**Work item**
A verbatim reproduction of all the entries is needed.
--- Data for processing Enclosed Below ---
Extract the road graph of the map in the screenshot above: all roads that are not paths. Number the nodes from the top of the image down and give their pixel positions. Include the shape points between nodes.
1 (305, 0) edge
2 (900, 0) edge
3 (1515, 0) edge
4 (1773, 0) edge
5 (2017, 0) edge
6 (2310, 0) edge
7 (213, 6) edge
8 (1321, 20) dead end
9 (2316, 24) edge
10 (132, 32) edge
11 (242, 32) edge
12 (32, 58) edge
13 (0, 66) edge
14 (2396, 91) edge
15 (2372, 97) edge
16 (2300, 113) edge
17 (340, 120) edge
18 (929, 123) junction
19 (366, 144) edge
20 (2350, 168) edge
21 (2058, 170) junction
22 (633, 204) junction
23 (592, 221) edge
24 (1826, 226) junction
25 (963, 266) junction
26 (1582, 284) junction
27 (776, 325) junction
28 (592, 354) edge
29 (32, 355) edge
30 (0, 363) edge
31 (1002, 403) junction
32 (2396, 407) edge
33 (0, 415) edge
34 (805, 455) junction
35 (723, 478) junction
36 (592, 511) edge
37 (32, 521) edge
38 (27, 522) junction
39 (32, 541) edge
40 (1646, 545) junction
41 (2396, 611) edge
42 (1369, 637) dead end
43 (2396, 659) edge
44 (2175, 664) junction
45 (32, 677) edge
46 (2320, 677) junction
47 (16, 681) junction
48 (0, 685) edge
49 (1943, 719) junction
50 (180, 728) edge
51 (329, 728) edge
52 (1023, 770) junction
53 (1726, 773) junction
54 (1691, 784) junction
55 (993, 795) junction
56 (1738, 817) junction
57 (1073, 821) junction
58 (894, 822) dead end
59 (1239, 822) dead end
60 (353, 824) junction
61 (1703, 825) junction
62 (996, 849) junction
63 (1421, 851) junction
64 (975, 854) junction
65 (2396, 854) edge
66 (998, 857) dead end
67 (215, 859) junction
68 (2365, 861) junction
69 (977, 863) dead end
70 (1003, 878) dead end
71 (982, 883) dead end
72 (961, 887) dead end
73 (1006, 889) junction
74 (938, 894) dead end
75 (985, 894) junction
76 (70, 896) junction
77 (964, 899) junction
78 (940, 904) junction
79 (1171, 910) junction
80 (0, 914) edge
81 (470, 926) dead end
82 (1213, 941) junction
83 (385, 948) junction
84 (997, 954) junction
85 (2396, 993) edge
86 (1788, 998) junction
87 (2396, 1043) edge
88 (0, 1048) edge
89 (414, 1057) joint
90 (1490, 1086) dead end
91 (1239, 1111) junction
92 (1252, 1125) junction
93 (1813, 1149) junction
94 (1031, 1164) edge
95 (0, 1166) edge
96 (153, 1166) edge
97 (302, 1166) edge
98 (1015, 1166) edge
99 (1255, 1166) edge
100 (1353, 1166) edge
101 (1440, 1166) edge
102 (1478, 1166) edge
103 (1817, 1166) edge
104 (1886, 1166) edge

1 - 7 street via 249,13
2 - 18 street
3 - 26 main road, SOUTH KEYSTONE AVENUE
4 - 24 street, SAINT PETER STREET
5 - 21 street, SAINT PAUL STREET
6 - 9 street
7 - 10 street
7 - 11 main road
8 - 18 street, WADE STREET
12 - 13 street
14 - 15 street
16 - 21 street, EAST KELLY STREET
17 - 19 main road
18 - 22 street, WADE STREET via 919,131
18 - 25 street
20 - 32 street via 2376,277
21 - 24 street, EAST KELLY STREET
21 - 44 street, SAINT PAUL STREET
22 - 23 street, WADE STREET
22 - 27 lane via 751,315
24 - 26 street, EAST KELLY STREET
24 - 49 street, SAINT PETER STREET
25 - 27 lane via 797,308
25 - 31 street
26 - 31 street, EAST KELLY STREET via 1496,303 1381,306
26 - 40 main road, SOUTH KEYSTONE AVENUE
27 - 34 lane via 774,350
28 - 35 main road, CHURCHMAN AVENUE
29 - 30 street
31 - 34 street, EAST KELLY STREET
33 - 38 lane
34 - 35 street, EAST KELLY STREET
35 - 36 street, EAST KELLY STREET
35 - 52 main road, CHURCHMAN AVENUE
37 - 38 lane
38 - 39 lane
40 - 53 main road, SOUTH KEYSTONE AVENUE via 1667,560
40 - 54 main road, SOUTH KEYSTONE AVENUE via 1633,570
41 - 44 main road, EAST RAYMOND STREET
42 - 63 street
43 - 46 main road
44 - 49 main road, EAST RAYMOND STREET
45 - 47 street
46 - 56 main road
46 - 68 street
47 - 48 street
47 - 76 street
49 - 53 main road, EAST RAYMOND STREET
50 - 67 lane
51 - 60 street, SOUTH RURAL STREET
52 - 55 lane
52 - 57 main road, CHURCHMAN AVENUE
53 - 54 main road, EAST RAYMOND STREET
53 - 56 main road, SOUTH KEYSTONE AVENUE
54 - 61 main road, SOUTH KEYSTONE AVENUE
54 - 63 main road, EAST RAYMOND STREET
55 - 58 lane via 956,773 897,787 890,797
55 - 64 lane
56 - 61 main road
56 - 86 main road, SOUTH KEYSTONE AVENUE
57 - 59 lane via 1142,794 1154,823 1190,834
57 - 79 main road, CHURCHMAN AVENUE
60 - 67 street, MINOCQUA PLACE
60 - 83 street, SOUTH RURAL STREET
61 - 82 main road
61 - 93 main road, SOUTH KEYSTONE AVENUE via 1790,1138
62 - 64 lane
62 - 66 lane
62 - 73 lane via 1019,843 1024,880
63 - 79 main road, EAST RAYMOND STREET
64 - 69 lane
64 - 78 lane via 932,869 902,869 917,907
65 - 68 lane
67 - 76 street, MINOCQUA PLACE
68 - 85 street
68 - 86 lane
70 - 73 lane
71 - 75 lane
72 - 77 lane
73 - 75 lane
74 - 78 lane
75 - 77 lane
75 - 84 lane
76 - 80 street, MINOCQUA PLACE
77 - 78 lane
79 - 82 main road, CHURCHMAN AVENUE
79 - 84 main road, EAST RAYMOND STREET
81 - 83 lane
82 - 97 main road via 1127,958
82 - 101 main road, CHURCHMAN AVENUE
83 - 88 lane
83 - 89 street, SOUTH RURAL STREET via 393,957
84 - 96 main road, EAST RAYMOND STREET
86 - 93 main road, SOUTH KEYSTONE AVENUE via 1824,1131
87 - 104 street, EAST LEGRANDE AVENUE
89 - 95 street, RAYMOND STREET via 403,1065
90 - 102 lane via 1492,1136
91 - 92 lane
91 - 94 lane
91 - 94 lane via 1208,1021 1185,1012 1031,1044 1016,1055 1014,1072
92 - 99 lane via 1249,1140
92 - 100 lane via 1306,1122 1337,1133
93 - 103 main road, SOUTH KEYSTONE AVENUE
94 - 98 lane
--- End of Enclosed Data for processing ---
**Answer for this exercise**
Extract the road graph of the map in the screenshot above: all roads that are not paths. Number the nodes from the top of the image down and give their pixel positions. Include the shape points between nodes.
1 (305, 0) edge
2 (900, 0) edge
3 (1515, 0) edge
4 (1773, 0) edge
5 (2017, 0) edge
6 (2310, 0) edge
7 (213, 6) edge
8 (1321, 20) dead end
9 (2316, 24) edge
10 (132, 32) edge
11 (242, 32) edge
12 (32, 58) edge
13 (0, 66) edge
14 (2396, 91) edge
15 (2372, 97) edge
16 (2300, 113) edge
17 (340, 120) edge
18 (929, 123) junction
19 (366, 144) edge
20 (2350, 168) edge
21 (2058, 170) junction
22 (633, 204) junction
23 (592, 221) edge
24 (1826, 226) junction
25 (963, 266) junction
26 (1582, 284) junction
27 (776, 325) junction
28 (592, 354) edge
29 (32, 355) edge
30 (0, 363) edge
31 (1002, 403) junction
32 (2396, 407) edge
33 (0, 415) edge
34 (805, 455) junction
35 (723, 478) junction
36 (592, 511) edge
37 (32, 521) edge
38 (27, 522) junction
39 (32, 541) edge
40 (1646, 545) junction
41 (2396, 611) edge
42 (1369, 637) dead end
43 (2396, 659) edge
44 (2175, 664) junction
45 (32, 677) edge
46 (2320, 677) junction
47 (16, 681) junction
48 (0, 685) edge
49 (1943, 719) junction
50 (180, 728) edge
51 (329, 728) edge
52 (1023, 770) junction
53 (1726, 773) junction
54 (1691, 784) junction
55 (993, 795) junction
56 (1738, 817) junction
57 (1073, 821) junction
58 (894, 822) dead end
59 (1239, 822) dead end
60 (353, 824) junction
61 (1703, 825) junction
62 (996, 849) junction
63 (1421, 851) junction
64 (975, 854) junction
65 (2396, 854) edge
66 (998, 857) dead end
67 (215, 859) junction
68 (2365, 861) junction
69 (977, 863) dead end
70 (1003, 878) dead end
71 (982, 883) dead end
72 (961, 887) dead end
73 (1006, 889) junction
74 (938, 894) dead end
75 (985, 894) junction
76 (70, 896) junction
77 (964, 899) junction
78 (940, 904) junction
79 (1171, 910) junction
80 (0, 914) edge
81 (470, 926) dead end
82 (1213, 941) junction
83 (385, 948) junction
84 (997, 954) junction
85 (2396, 993) edge
86 (1788, 998) junction
87 (2396, 1043) edge
88 (0, 1048) edge
89 (414, 1057) joint
90 (1490, 1086) dead end
91 (1239, 1111) junction
92 (1252, 1125) junction
93 (1813, 1149) junction
94 (1031, 1164) edge
95 (0, 1166) edge
96 (153, 1166) edge
97 (302, 1166) edge
98 (1015, 1166) edge
99 (1255, 1166) edge
100 (1353, 1166) edge
101 (1440, 1166) edge
102 (1478, 1166) edge
103 (1817, 1166) edge
104 (1886, 1166) edge

1 - 7 street via 249,13
2 - 18 street
3 - 26 main road, SOUTH KEYSTONE AVENUE
4 - 24 street, SAINT PETER STREET
5 - 21 street, SAINT PAUL STREET
6 - 9 street
7 - 10 street
7 - 11 main road
8 - 18 street, WADE STREET
12 - 13 street
14 - 15 street
16 - 21 street, EAST KELLY STREET
17 - 19 main road
18 - 22 street, WADE STREET via 919,131
18 - 25 street
20 - 32 street via 2376,277
21 - 24 street, EAST KELLY STREET
21 - 44 street, SAINT PAUL STREET
22 - 23 street, WADE STREET
22 - 27 lane via 751,315
24 - 26 street, EAST KELLY STREET
24 - 49 street, SAINT PETER STREET
25 - 27 lane via 797,308
25 - 31 street
26 - 31 street, EAST KELLY STREET via 1496,303 1381,306
26 - 40 main road, SOUTH KEYSTONE AVENUE
27 - 34 lane via 774,350
28 - 35 main road, CHURCHMAN AVENUE
29 - 30 street
31 - 34 street, EAST KELLY STREET
33 - 38 lane
34 - 35 street, EAST KELLY STREET
35 - 36 street, EAST KELLY STREET
35 - 52 main road, CHURCHMAN AVENUE
37 - 38 lane
38 - 39 lane
40 - 53 main road, SOUTH KEYSTONE AVENUE via 1667,560
40 - 54 main road, SOUTH KEYSTONE AVENUE via 1633,570
41 - 44 main road, EAST RAYMOND STREET
42 - 63 street
43 - 46 main road
44 - 49 main road, EAST RAYMOND STREET
45 - 47 street
46 - 56 main road
46 - 68 street
47 - 48 street
47 - 76 street
49 - 53 main road, EAST RAYMOND STREET
50 - 67 lane
51 - 60 street, SOUTH RURAL STREET
52 - 55 lane
52 - 57 main road, CHURCHMAN AVENUE
53 - 54 main road, EAST RAYMOND STREET
53 - 56 main road, SOUTH KEYSTONE AVENUE
54 - 61 main road, SOUTH KEYSTONE AVENUE
54 - 63 main road, EAST RAYMOND STREET
55 - 58 lane via 956,773 897,787 890,797
55 - 64 lane
56 - 61 main road
56 - 86 main road, SOUTH KEYSTONE AVENUE
57 - 59 lane via 1142,794 1154,823 1190,834
57 - 79 main road, CHURCHMAN AVENUE
60 - 67 street, MINOCQUA PLACE
60 - 83 street, SOUTH RURAL STREET
61 - 82 main road
61 - 93 main road, SOUTH KEYSTONE AVENUE via 1790,1138
62 - 64 lane
62 - 66 lane
62 - 73 lane via 1019,843 1024,880
63 - 79 main road, EAST RAYMOND STREET
64 - 69 lane
64 - 78 lane via 932,869 902,869 917,907
65 - 68 lane
67 - 76 street, MINOCQUA PLACE
68 - 85 street
68 - 86 lane
70 - 73 lane
71 - 75 lane
72 - 77 lane
73 - 75 lane
74 - 78 lane
75 - 77 lane
75 - 84 lane
76 - 80 street, MINOCQUA PLACE
77 - 78 lane
79 - 82 main road, CHURCHMAN AVENUE
79 - 84 main road, EAST RAYMOND STREET
81 - 83 lane
82 - 97 main road via 1127,958
82 - 101 main road, CHURCHMAN AVENUE
83 - 88 lane
83 - 89 street, SOUTH RURAL STREET via 393,957
84 - 96 main road, EAST RAYMOND STREET
86 - 93 main road, SOUTH KEYSTONE AVENUE via 1824,1131
87 - 104 street, EAST LEGRANDE AVENUE
89 - 95 street, RAYMOND STREET via 403,1065
90 - 102 lane via 1492,1136
91 - 92 lane
91 - 94 lane
91 - 94 lane via 1208,1021 1185,1012 1031,1044 1016,1055 1014,1072
92 - 99 lane via 1249,1140
92 - 100 lane via 1306,1122 1337,1133
93 - 103 main road, SOUTH KEYSTONE AVENUE
94 - 98 lane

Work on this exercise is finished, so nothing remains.